Newmont works in Ghana to avoid Indonesia, Peru pitfalls
Newmont works in Ghana to avoid Indonesia, Peru pitfalls
Heather Draper, Dow Jones, Denver
Newmont Mining Corp. (NEM) says it is working hard in Ghana to
avoid the environmental and social mistakes it made in Peru and
Indonesia, but the world's largest gold producer still has its
critics.
Ghana, in Western Africa, is among Newmont's biggest hopes for
future gold reserve replacement, a key measure used to value
mining companies.
Chief Executive Wayne Murdy has said that Newmont, of Denver,
can't afford to walk away from Ghana because of the large
estimated gold reserves there, even though it poses the same
socioeconomic and public relations risks as other developing
countries.
To try to avoid some of the pitfalls it has encountered
overseas - including an ongoing criminal trial over pollution
charges in Indonesia - Newmont hired the University of Colorado
School of Medicine to do health assessments in Ghana prior to
starting operations there.
The studies found that disease and poor sanitation were
already problems in many of the communities in Ghana near where
Newmont wants to open two new open pit mines - Ahafo in 2006 and
Akyem, which is still in the permitting phase.
Newmont expects to produce from 500,000 to 550,000 ounces of
gold a year at Ahafo and 375,000 ounces a year at Akyem.
"We've learned a lot of things at all of our operations
globally ... so as we started in Ghana, we focused on bringing
our best practices to bear," said William Zisch, vice president
of African operations for Newmont. "We're really working with the
communities, and our environmental standards in Ghana will be as
strict as anywhere we operate."
Still, bad news has trickled out of Ghana, including the
shooting of a farmer by Ghana police in November during a protest
of Newmont near its Akyem project. Newmont has said its only
involvement in the incident was calling the police about the
protest, which included a roadblock near the future mine site.
Ute Hausmann, the German coordinator of the human rights group
FoodFirst Information and Action Network, or FIAN, said Newmont
is spending a fair amount of time and resources on communication
with villagers in Ghana.
"However, you cannot solve substantial issues through
communication only," Hausmann said. "About 9,500 people have been
displaced economically, which means they have lost access to land
that they depend on for their livelihood."

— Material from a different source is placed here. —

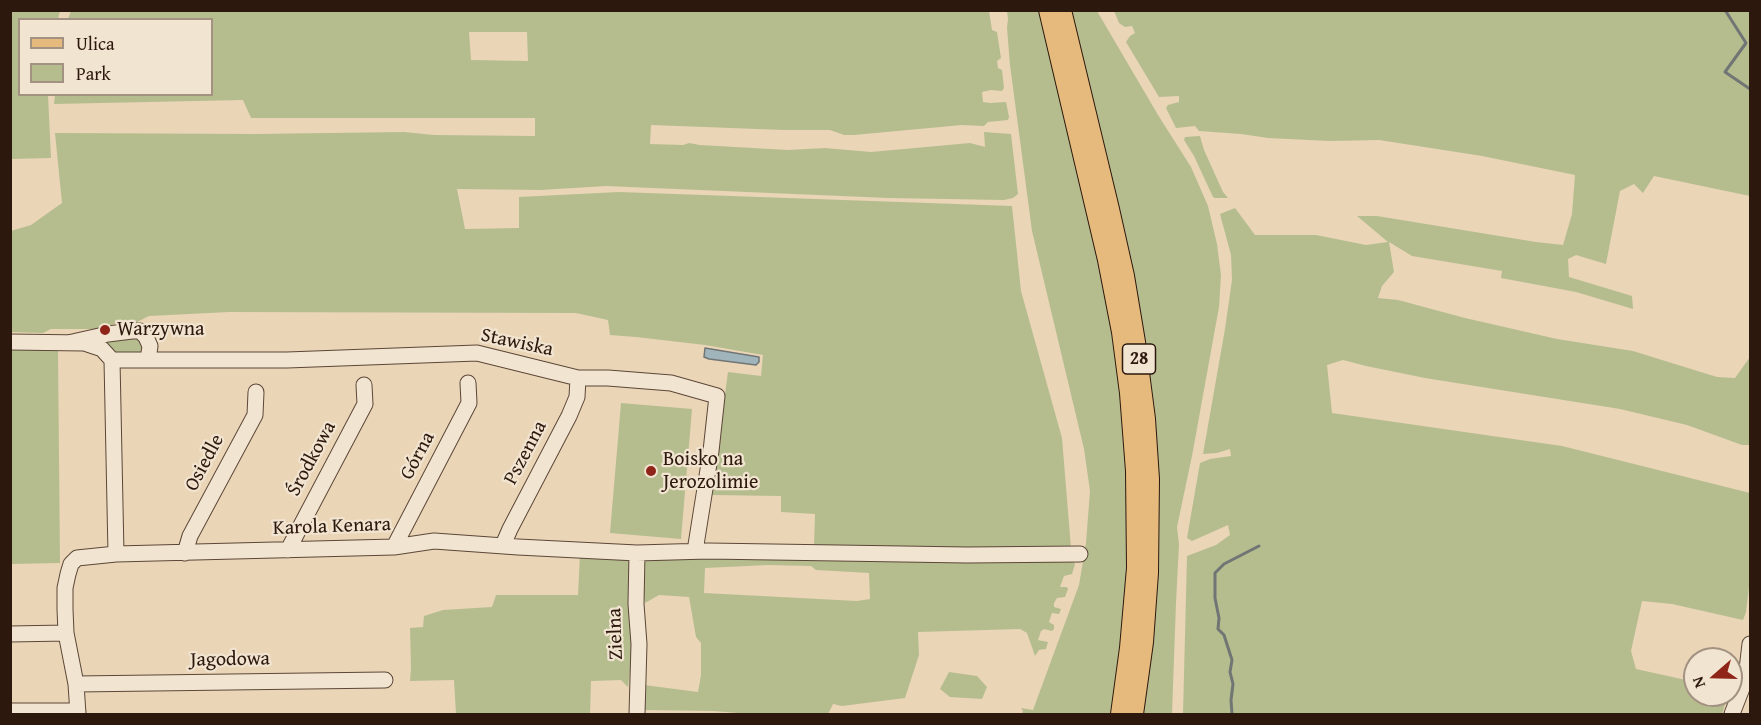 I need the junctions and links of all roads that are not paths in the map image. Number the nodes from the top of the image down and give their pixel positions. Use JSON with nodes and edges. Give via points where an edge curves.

FIAN is also concerned about the environmental effects the
mines will have on water resources in the areas near the mines,
she said.
Most recently, technical mining experts have raised concerns
about Newmont's environmental assessments at Ahafo.

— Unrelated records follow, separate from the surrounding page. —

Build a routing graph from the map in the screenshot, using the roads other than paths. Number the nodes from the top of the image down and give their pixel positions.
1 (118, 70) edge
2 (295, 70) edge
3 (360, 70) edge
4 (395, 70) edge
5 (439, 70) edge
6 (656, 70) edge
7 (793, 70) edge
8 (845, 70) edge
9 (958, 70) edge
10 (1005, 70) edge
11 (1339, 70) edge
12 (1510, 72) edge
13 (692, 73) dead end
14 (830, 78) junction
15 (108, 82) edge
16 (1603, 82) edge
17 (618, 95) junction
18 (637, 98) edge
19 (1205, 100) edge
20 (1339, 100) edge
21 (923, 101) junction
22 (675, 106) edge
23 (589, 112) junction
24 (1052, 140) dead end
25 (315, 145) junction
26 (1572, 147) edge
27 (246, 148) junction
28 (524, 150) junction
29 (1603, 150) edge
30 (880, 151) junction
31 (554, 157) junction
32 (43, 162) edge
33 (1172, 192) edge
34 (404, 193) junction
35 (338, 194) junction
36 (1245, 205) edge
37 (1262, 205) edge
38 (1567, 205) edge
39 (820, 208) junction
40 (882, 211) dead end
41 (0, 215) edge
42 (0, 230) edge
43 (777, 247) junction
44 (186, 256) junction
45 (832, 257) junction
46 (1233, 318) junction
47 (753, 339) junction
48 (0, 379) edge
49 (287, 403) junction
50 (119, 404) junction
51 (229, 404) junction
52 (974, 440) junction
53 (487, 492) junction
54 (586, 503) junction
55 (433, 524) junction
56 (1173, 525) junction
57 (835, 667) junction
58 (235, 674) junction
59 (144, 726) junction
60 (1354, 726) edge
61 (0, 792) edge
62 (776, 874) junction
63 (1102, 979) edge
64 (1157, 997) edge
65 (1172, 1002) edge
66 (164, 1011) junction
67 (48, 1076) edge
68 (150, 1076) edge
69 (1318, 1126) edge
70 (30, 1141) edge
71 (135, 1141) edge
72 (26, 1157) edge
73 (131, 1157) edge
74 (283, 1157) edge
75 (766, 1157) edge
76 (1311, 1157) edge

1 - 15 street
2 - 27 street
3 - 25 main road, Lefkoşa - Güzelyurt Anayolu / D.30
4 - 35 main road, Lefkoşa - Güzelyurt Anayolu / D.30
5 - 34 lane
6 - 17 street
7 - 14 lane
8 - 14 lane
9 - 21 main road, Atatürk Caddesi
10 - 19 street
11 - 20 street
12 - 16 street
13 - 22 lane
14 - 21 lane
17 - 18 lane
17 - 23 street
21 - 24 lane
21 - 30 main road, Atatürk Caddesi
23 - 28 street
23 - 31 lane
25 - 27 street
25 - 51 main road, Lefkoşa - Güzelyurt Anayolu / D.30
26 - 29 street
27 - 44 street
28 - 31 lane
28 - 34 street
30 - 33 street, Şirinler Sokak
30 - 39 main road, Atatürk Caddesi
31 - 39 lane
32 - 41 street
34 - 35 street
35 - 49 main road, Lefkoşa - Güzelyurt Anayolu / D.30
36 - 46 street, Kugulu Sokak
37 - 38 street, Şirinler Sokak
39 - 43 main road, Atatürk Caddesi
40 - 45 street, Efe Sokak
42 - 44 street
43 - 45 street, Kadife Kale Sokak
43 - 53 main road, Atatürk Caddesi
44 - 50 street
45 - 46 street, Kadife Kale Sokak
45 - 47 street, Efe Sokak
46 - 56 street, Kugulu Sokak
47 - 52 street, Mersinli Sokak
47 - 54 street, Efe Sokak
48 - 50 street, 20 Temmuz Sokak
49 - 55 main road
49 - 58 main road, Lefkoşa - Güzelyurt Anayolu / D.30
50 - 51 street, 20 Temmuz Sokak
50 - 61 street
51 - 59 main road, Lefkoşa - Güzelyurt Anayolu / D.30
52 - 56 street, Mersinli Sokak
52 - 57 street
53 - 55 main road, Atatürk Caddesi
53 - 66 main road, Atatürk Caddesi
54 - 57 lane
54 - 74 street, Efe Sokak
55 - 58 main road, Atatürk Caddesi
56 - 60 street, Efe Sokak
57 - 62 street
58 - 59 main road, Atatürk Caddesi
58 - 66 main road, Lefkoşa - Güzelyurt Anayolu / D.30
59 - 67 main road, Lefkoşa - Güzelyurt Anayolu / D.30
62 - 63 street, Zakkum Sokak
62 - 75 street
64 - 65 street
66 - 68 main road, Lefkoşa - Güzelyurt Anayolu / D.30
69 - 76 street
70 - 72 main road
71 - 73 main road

In a report by the Center for Science in Public Participation
dated Dec. 9, scientists pointed out problems with Newmont's data
in the Environmental and Social Impact Assessment it prepared for
the International Finance Corp. in hopes that the IFC will help
fund the project. The center, based in Montana, provides
technical advice to grassroots groups on environmental issues
related to mining.
Newmont used data averaging or admitted it had incomplete data
in the Ahafo ESIA, the center's report said.
"It is sometimes unclear whether this 'averaging' is a product
of lack of data or reporting, but it makes it impossible to
accept many of the ESIA's conclusions," wrote authors Stuart
Levin, a mining reclamation expert, and David Chambers, a
geophysicist.
The report also asserts that Newmont "sometimes proposes to
utilize significantly less stringent human health and
environmental standards in Ghana than those it uses in the United
States."
Neither of the authors could be reached for further comment on
Wednesday.
Newmont spokeswoman Heatheryn Higgins said the company hasn't
seen the report so she couldn't comment on it.

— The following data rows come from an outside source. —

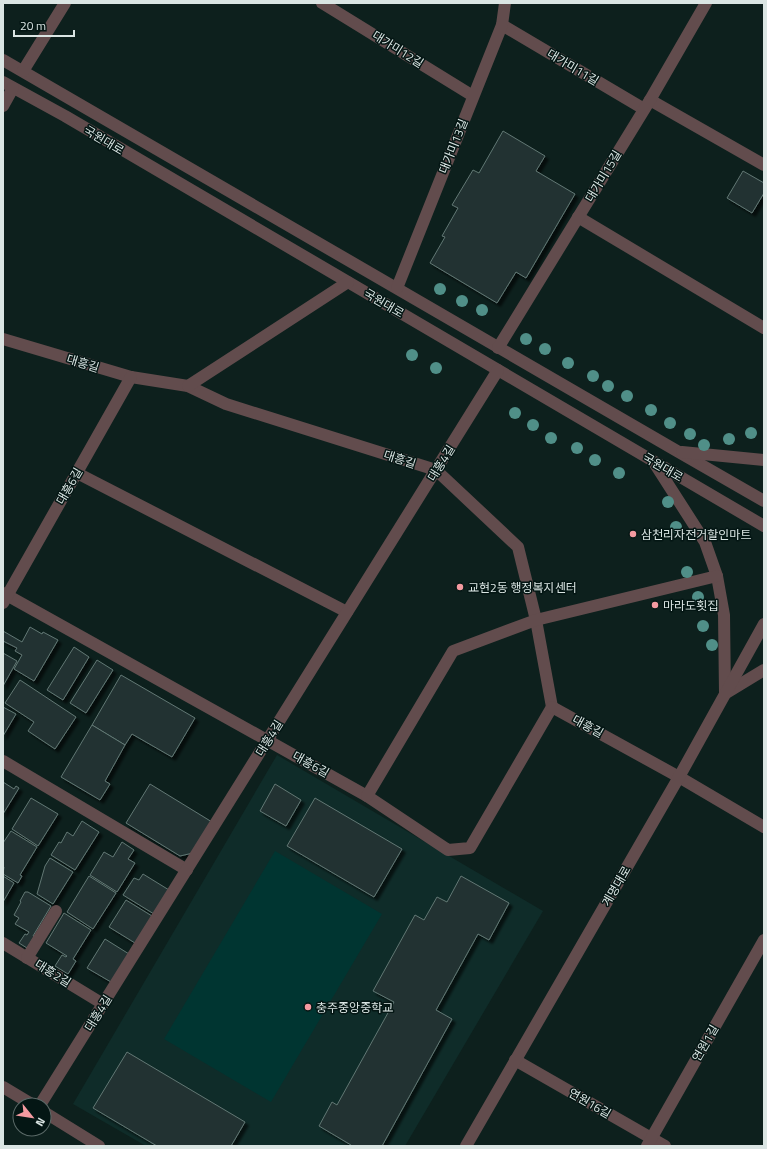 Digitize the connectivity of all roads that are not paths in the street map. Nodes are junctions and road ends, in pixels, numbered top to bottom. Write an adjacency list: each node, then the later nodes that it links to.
1 (65, 3): 7 (street)
2 (322, 3): 9 (street, 대가미12길)
3 (505, 3): 5 (street, 대가미13길)
4 (706, 3): 10 (street, 대가미15길)
5 (502, 25): 9 (street, 대가미13길); 10 (street, 대가미11길)
6 (3, 60): 7 (street, 국원대로)
7 (23, 71): 15 (street, 국원대로)
8 (8, 85): 11 (street); 14 (street, 국원대로)
9 (473, 96): 15 (street, 대가미13길)
10 (647, 104): 12 (street, 대가미11길); 13 (street, 대가미15길)
11 (3, 106)
12 (764, 165)
13 (578, 218): 16 (street); 18 (street, 대가미15길)
14 (348, 282): 19 (street, 국원대로); 21 (street)
15 (397, 288): 18 (street, 국원대로)
16 (764, 328)
17 (3, 339): 20 (street, 대흥길)
18 (498, 348): 22 (street, 국원대로)
19 (498, 370): 24 (street, 국원대로); 25 (street, 대흥4길)
20 (131, 377): 21 (street, 대흥길); 26 (street, 대흥6길)
21 (188, 386): 25 (street, 대흥길)
22 (676, 451): 23 (street); 27 (street, 국원대로)
23 (764, 460)
24 (653, 462): 28 (street, 국원대로); 29 (street)
25 (436, 470): 31 (street, 대흥4길); 32 (street, 대흥길)
26 (77, 473): 30 (street, 대흥6길); 31 (street)
27 (764, 500)
28 (764, 526)
29 (717, 576): 32 (street); 35 (street)
30 (4, 597): 37 (street, 대흥6길)
31 (347, 612): 37 (street, 대흥4길)
32 (536, 620): 36 (street, 대흥길); 40 (street)
33 (764, 624): 35 (street, 계명대로)
34 (764, 670): 35 (street)
35 (725, 694): 39 (street, 계명대로)
36 (552, 707): 39 (street, 대흥길); 40 (street, 대흥6길)
37 (268, 740): 40 (street, 대흥6길); 42 (street, 대흥4길)
38 (3, 761): 42 (street)
39 (679, 777): 41 (street); 48 (street, 계명대로)
40 (367, 796)
41 (764, 827)
42 (187, 870): 47 (street, 대흥4길)
43 (56, 911): 46 (street)
44 (764, 940): 53 (street, 연원1길)
45 (3, 943): 46 (street, 대흥2길)
46 (27, 958): 47 (street, 대흥2길)
47 (103, 1004): 51 (street, 대흥4길)
48 (515, 1060): 53 (street, 연원16길); 55 (street, 계명대로)
49 (3, 1087): 50 (street)
50 (20, 1097)
51 (45, 1097)
52 (52, 1117): 54 (street)
53 (649, 1142): 56 (street, 연원16길)
54 (99, 1146)
55 (466, 1146)
56 (665, 1146)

"We understand they (the center) submitted it to the IFC and
it's just part of the public comment process," Higgins said.
"We're working with the IFC and will address any issues that
arise in a responsible way."
Newmont's Zisch admits it will be hard for the company to
avoid problems when it's starting mining operations in such a
poor region.
"I can't deny that we have an impact when we come in and start
a mine," he said. "Hopefully, that impact will be mostly
positive, but we know there will be issues along the way."
One of the biggest issues he sees arising in Ghana stems from
the high expectations of villagers there for jobs.
"We recently had 10,000 applicants for 600 jobs," Zisch said.
"In a region like that, with its lack of resources, you have the
potential to have a lot of people with high expectations ... and
some who will be disappointed."
But unlike in Peru and Indonesia, Newmont is partnering with
nongovernmental organizations in Ghana to try to do things
better, he said. "NGOs understand the community and
development ... We do mining and exploration, so it's better to
partner with them," he said.
Newmont is working with the OICI (Opportunities
Industrialization Centers International), the Ghana Wildlife
Society and Conservation International, among others, he said.
Newmont has even flown tribal leaders from Ghana to Denver to
meet with company executives and to Nevada to check out the
company's operations there.
"The assets are here (in Ghana) and will have us here for a
long time, and that's why we can commit to doing these projects
in an environmentally sound and socially responsible manner,"
Zisch said. "We're going to be here for a long time ... and we're
making a commitment up front to do it right."